> [Aim of the exercise]: Transcribe all of the records word for word, but omit the pictures.

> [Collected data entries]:
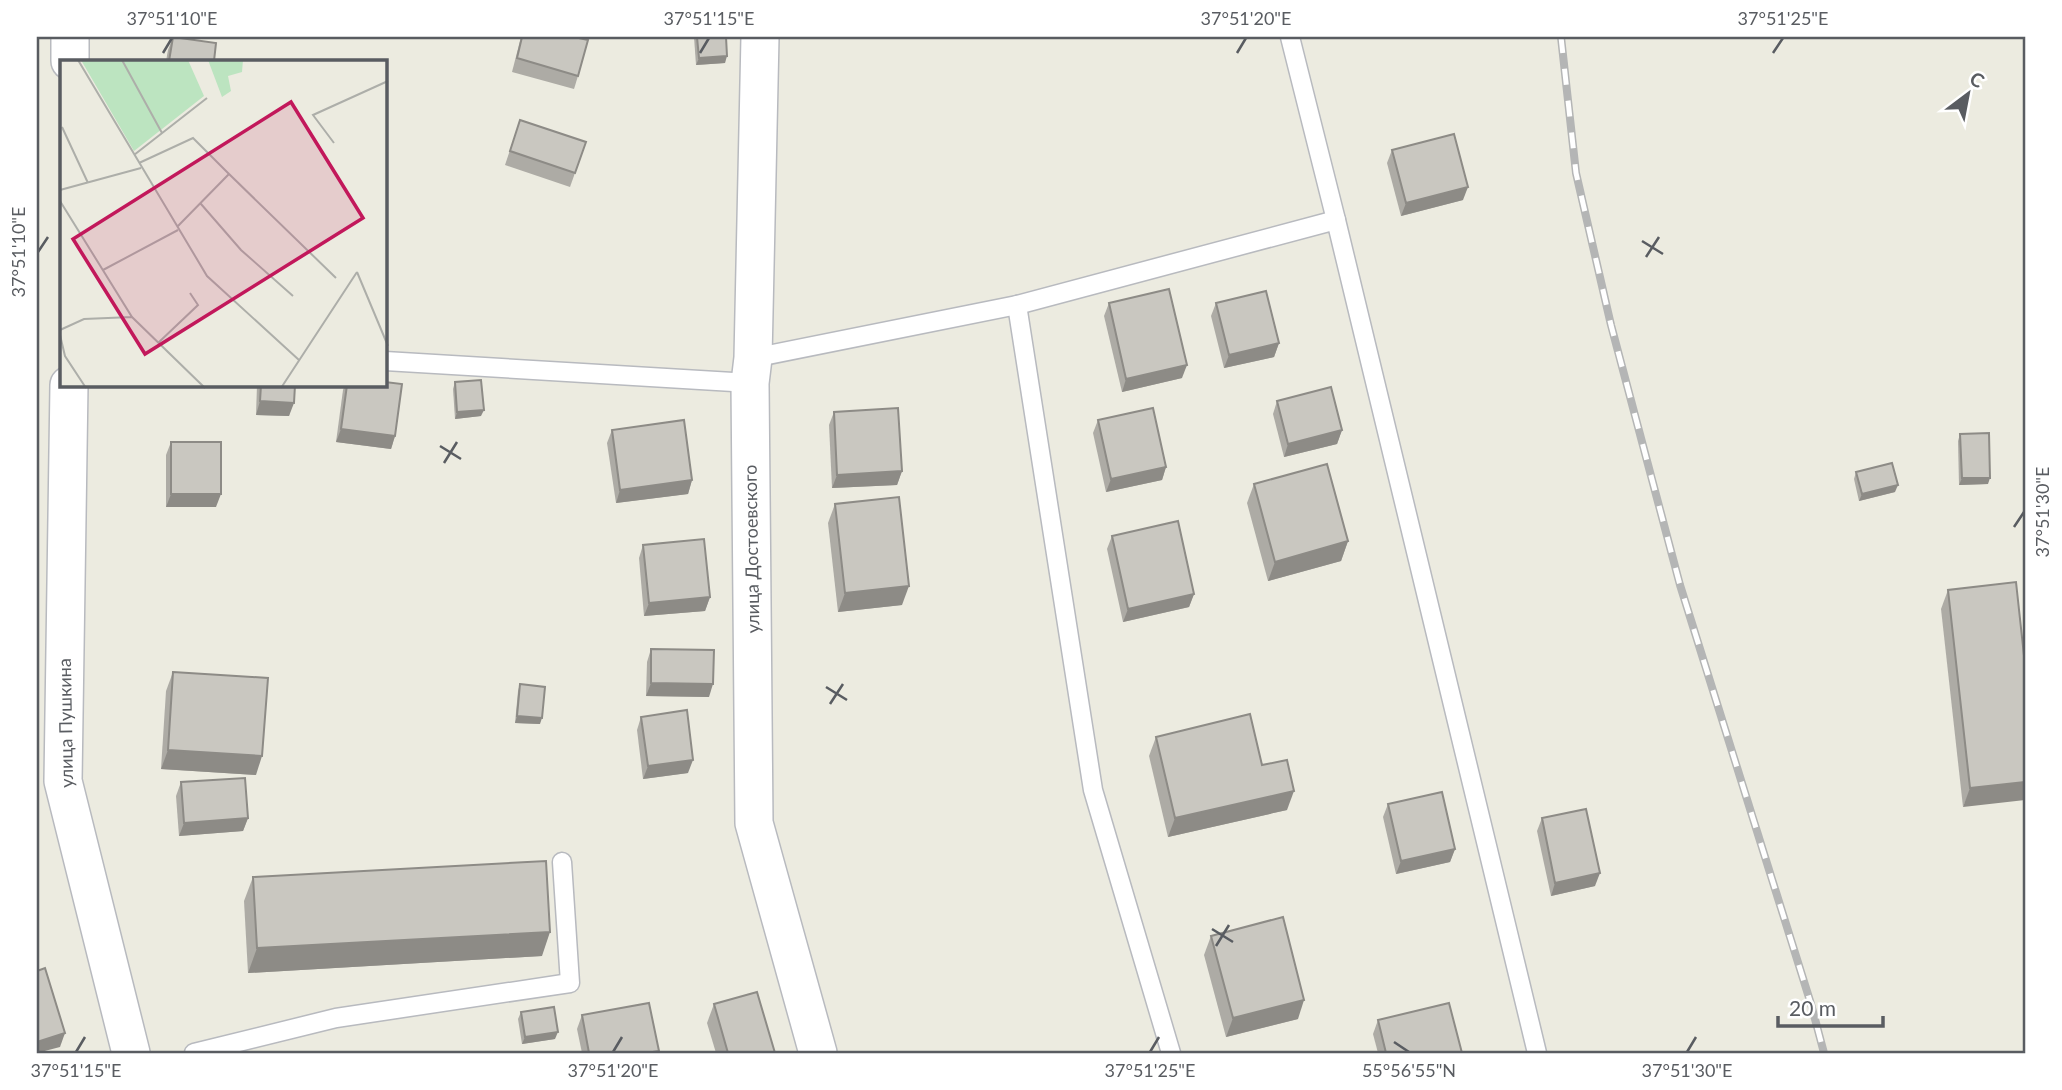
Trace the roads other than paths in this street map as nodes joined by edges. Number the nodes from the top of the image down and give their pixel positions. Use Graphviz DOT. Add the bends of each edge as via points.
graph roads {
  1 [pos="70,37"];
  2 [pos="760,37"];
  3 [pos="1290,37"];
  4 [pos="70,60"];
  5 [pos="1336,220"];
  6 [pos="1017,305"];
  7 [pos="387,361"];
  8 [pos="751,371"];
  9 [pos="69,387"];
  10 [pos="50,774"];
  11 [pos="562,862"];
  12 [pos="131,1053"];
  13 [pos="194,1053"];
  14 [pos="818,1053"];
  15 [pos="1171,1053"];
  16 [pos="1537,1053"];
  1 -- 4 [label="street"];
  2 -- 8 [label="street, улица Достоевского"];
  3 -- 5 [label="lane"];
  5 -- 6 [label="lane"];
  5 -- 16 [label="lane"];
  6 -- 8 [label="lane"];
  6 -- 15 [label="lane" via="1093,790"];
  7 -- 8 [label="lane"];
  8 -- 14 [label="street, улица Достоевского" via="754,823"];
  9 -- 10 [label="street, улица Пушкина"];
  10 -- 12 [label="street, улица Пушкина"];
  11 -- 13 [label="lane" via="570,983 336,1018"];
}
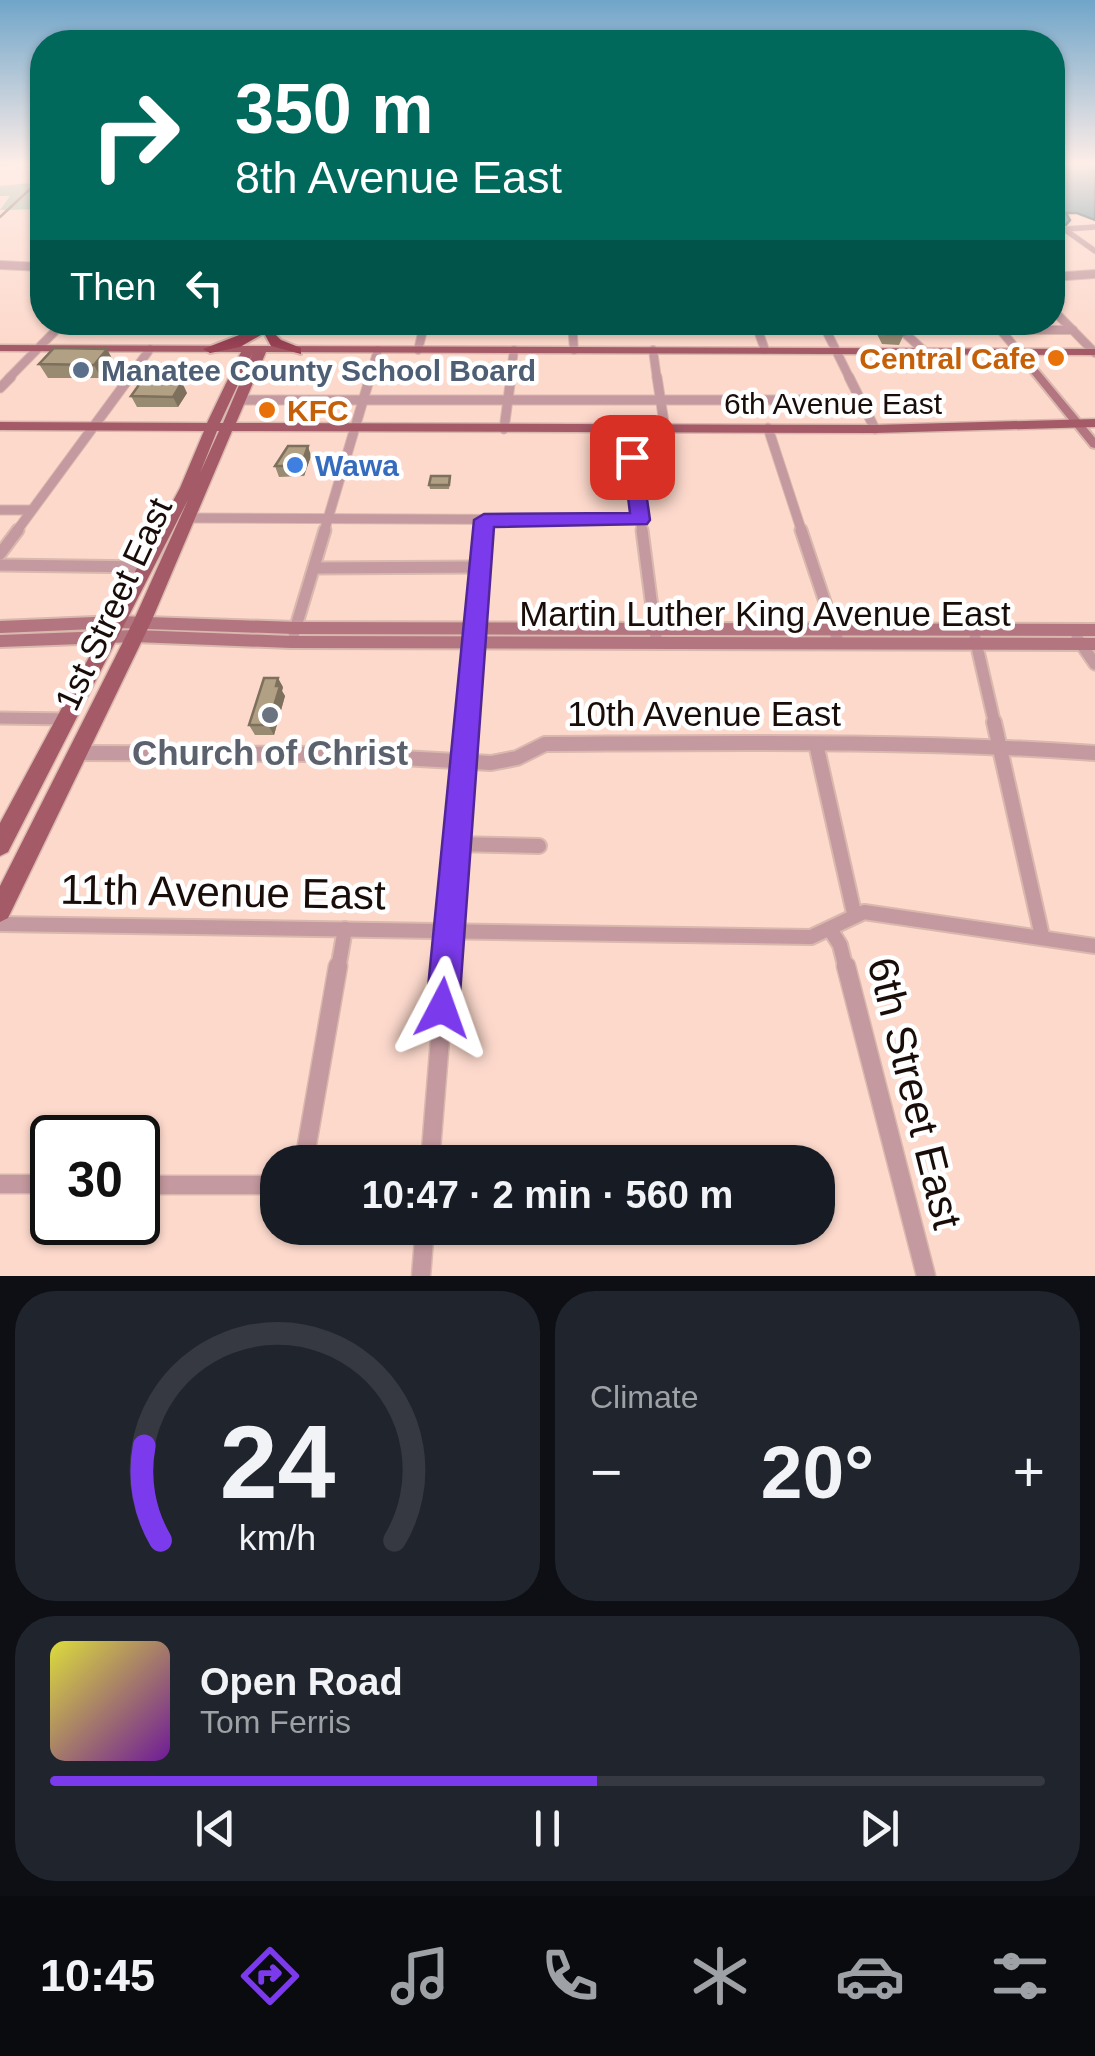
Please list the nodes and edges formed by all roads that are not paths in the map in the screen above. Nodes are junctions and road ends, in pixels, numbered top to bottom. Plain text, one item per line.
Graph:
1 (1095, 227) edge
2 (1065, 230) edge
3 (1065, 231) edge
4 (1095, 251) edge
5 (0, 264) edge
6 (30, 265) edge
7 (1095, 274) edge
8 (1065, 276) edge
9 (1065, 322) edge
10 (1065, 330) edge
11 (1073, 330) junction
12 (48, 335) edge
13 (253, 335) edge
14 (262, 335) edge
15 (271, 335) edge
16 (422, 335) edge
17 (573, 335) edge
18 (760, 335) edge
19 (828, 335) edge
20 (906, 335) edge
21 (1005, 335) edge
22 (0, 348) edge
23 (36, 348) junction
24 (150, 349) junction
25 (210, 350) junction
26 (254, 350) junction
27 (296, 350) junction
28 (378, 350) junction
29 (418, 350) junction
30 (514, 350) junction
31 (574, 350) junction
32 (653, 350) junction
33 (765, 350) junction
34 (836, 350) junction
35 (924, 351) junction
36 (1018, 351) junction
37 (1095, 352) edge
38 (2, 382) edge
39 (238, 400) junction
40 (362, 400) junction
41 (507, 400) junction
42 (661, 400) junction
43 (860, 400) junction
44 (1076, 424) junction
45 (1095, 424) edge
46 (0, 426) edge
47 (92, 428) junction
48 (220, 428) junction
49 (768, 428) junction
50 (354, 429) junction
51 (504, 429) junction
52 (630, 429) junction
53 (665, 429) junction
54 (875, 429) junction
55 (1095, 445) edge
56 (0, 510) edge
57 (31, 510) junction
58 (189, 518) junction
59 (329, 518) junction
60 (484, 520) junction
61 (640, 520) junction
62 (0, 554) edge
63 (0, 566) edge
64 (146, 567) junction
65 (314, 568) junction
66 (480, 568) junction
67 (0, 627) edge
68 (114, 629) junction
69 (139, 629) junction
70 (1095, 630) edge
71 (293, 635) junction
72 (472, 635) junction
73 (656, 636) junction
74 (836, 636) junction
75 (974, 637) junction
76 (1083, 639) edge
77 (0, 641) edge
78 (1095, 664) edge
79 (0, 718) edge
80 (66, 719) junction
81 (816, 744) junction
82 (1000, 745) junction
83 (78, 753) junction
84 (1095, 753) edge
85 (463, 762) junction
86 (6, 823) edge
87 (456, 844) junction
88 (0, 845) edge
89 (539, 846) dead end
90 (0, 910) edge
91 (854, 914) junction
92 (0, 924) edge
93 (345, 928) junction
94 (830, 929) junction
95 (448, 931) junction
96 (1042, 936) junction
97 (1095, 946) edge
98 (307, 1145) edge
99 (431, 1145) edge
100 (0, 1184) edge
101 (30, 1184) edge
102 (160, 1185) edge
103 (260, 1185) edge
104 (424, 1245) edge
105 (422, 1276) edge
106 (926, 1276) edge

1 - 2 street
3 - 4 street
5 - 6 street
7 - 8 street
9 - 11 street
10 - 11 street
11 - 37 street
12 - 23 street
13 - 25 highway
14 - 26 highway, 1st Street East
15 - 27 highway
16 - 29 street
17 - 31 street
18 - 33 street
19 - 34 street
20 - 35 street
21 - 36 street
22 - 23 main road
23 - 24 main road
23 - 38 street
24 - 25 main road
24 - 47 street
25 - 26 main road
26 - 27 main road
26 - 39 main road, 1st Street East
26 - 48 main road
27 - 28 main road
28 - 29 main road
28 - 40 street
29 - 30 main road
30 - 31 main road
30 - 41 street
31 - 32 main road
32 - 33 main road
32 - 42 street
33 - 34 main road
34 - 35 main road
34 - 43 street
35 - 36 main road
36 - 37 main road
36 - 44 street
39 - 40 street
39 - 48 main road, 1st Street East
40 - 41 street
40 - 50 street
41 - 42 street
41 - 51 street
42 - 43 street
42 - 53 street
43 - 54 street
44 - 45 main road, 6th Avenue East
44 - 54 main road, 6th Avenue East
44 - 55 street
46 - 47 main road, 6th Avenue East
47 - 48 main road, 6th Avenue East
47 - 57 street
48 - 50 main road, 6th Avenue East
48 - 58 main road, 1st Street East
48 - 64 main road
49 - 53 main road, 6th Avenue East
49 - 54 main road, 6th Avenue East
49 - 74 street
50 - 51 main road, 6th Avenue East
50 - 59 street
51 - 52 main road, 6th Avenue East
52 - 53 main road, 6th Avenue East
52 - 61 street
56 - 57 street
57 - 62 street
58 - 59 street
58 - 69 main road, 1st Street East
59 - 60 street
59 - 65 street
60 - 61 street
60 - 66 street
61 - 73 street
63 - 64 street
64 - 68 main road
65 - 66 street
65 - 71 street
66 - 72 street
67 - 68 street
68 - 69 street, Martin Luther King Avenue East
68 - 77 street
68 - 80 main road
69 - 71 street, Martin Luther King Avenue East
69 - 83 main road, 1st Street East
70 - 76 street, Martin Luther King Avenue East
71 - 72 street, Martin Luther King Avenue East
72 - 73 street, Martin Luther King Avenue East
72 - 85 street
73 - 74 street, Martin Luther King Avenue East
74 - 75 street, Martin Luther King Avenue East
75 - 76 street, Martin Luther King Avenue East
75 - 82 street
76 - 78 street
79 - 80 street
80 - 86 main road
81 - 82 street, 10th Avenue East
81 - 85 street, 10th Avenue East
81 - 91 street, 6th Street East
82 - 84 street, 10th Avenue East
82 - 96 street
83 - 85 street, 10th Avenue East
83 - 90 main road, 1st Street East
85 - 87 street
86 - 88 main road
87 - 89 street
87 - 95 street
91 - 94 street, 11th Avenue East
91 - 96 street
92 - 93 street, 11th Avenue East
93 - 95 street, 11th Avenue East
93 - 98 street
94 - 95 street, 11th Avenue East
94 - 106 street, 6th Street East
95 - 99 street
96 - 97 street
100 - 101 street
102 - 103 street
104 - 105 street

> [Solution]:
Trace the roads other than paths in this street map as nodes joined by edges. Number the nodes from the top of the image down and give their pixel positions. Use Graphviz DOT. Add the bends of each edge as via points.
graph roads {
  1 [pos="70,37"];
  2 [pos="760,37"];
  3 [pos="1290,37"];
  4 [pos="70,60"];
  5 [pos="1336,220"];
  6 [pos="1017,305"];
  7 [pos="387,361"];
  8 [pos="751,371"];
  9 [pos="69,387"];
  10 [pos="50,774"];
  11 [pos="562,862"];
  12 [pos="131,1053"];
  13 [pos="194,1053"];
  14 [pos="818,1053"];
  15 [pos="1171,1053"];
  16 [pos="1537,1053"];
  1 -- 4 [label="street"];
  2 -- 8 [label="street, улица Достоевского"];
  3 -- 5 [label="lane"];
  5 -- 6 [label="lane"];
  5 -- 16 [label="lane"];
  6 -- 8 [label="lane"];
  6 -- 15 [label="lane" via="1093,790"];
  7 -- 8 [label="lane"];
  8 -- 14 [label="street, улица Достоевского" via="754,823"];
  9 -- 10 [label="street, улица Пушкина"];
  10 -- 12 [label="street, улица Пушкина"];
  11 -- 13 [label="lane" via="570,983 336,1018"];
}
Please list the nodes and edges formed by all roads that are not paths in the map in the screen above. Nodes are junctions and road ends, in pixels, numbered top to bottom. Plain text, one item per line.
Graph:
1 (1095, 227) edge
2 (1065, 230) edge
3 (1065, 231) edge
4 (1095, 251) edge
5 (0, 264) edge
6 (30, 265) edge
7 (1095, 274) edge
8 (1065, 276) edge
9 (1065, 322) edge
10 (1065, 330) edge
11 (1073, 330) junction
12 (48, 335) edge
13 (253, 335) edge
14 (262, 335) edge
15 (271, 335) edge
16 (422, 335) edge
17 (573, 335) edge
18 (760, 335) edge
19 (828, 335) edge
20 (906, 335) edge
21 (1005, 335) edge
22 (0, 348) edge
23 (36, 348) junction
24 (150, 349) junction
25 (210, 350) junction
26 (254, 350) junction
27 (296, 350) junction
28 (378, 350) junction
29 (418, 350) junction
30 (514, 350) junction
31 (574, 350) junction
32 (653, 350) junction
33 (765, 350) junction
34 (836, 350) junction
35 (924, 351) junction
36 (1018, 351) junction
37 (1095, 352) edge
38 (2, 382) edge
39 (238, 400) junction
40 (362, 400) junction
41 (507, 400) junction
42 (661, 400) junction
43 (860, 400) junction
44 (1076, 424) junction
45 (1095, 424) edge
46 (0, 426) edge
47 (92, 428) junction
48 (220, 428) junction
49 (768, 428) junction
50 (354, 429) junction
51 (504, 429) junction
52 (630, 429) junction
53 (665, 429) junction
54 (875, 429) junction
55 (1095, 445) edge
56 (0, 510) edge
57 (31, 510) junction
58 (189, 518) junction
59 (329, 518) junction
60 (484, 520) junction
61 (640, 520) junction
62 (0, 554) edge
63 (0, 566) edge
64 (146, 567) junction
65 (314, 568) junction
66 (480, 568) junction
67 (0, 627) edge
68 (114, 629) junction
69 (139, 629) junction
70 (1095, 630) edge
71 (293, 635) junction
72 (472, 635) junction
73 (656, 636) junction
74 (836, 636) junction
75 (974, 637) junction
76 (1083, 639) edge
77 (0, 641) edge
78 (1095, 664) edge
79 (0, 718) edge
80 (66, 719) junction
81 (816, 744) junction
82 (1000, 745) junction
83 (78, 753) junction
84 (1095, 753) edge
85 (463, 762) junction
86 (6, 823) edge
87 (456, 844) junction
88 (0, 845) edge
89 (539, 846) dead end
90 (0, 910) edge
91 (854, 914) junction
92 (0, 924) edge
93 (345, 928) junction
94 (830, 929) junction
95 (448, 931) junction
96 (1042, 936) junction
97 (1095, 946) edge
98 (307, 1145) edge
99 (431, 1145) edge
100 (0, 1184) edge
101 (30, 1184) edge
102 (160, 1185) edge
103 (260, 1185) edge
104 (424, 1245) edge
105 (422, 1276) edge
106 (926, 1276) edge

1 - 2 street
3 - 4 street
5 - 6 street
7 - 8 street
9 - 11 street
10 - 11 street
11 - 37 street
12 - 23 street
13 - 25 highway
14 - 26 highway, 1st Street East
15 - 27 highway
16 - 29 street
17 - 31 street
18 - 33 street
19 - 34 street
20 - 35 street
21 - 36 street
22 - 23 main road
23 - 24 main road
23 - 38 street
24 - 25 main road
24 - 47 street
25 - 26 main road
26 - 27 main road
26 - 39 main road, 1st Street East
26 - 48 main road
27 - 28 main road
28 - 29 main road
28 - 40 street
29 - 30 main road
30 - 31 main road
30 - 41 street
31 - 32 main road
32 - 33 main road
32 - 42 street
33 - 34 main road
34 - 35 main road
34 - 43 street
35 - 36 main road
36 - 37 main road
36 - 44 street
39 - 40 street
39 - 48 main road, 1st Street East
40 - 41 street
40 - 50 street
41 - 42 street
41 - 51 street
42 - 43 street
42 - 53 street
43 - 54 street
44 - 45 main road, 6th Avenue East
44 - 54 main road, 6th Avenue East
44 - 55 street
46 - 47 main road, 6th Avenue East
47 - 48 main road, 6th Avenue East
47 - 57 street
48 - 50 main road, 6th Avenue East
48 - 58 main road, 1st Street East
48 - 64 main road
49 - 53 main road, 6th Avenue East
49 - 54 main road, 6th Avenue East
49 - 74 street
50 - 51 main road, 6th Avenue East
50 - 59 street
51 - 52 main road, 6th Avenue East
52 - 53 main road, 6th Avenue East
52 - 61 street
56 - 57 street
57 - 62 street
58 - 59 street
58 - 69 main road, 1st Street East
59 - 60 street
59 - 65 street
60 - 61 street
60 - 66 street
61 - 73 street
63 - 64 street
64 - 68 main road
65 - 66 street
65 - 71 street
66 - 72 street
67 - 68 street
68 - 69 street, Martin Luther King Avenue East
68 - 77 street
68 - 80 main road
69 - 71 street, Martin Luther King Avenue East
69 - 83 main road, 1st Street East
70 - 76 street, Martin Luther King Avenue East
71 - 72 street, Martin Luther King Avenue East
72 - 73 street, Martin Luther King Avenue East
72 - 85 street
73 - 74 street, Martin Luther King Avenue East
74 - 75 street, Martin Luther King Avenue East
75 - 76 street, Martin Luther King Avenue East
75 - 82 street
76 - 78 street
79 - 80 street
80 - 86 main road
81 - 82 street, 10th Avenue East
81 - 85 street, 10th Avenue East
81 - 91 street, 6th Street East
82 - 84 street, 10th Avenue East
82 - 96 street
83 - 85 street, 10th Avenue East
83 - 90 main road, 1st Street East
85 - 87 street
86 - 88 main road
87 - 89 street
87 - 95 street
91 - 94 street, 11th Avenue East
91 - 96 street
92 - 93 street, 11th Avenue East
93 - 95 street, 11th Avenue East
93 - 98 street
94 - 95 street, 11th Avenue East
94 - 106 street, 6th Street East
95 - 99 street
96 - 97 street
100 - 101 street
102 - 103 street
104 - 105 street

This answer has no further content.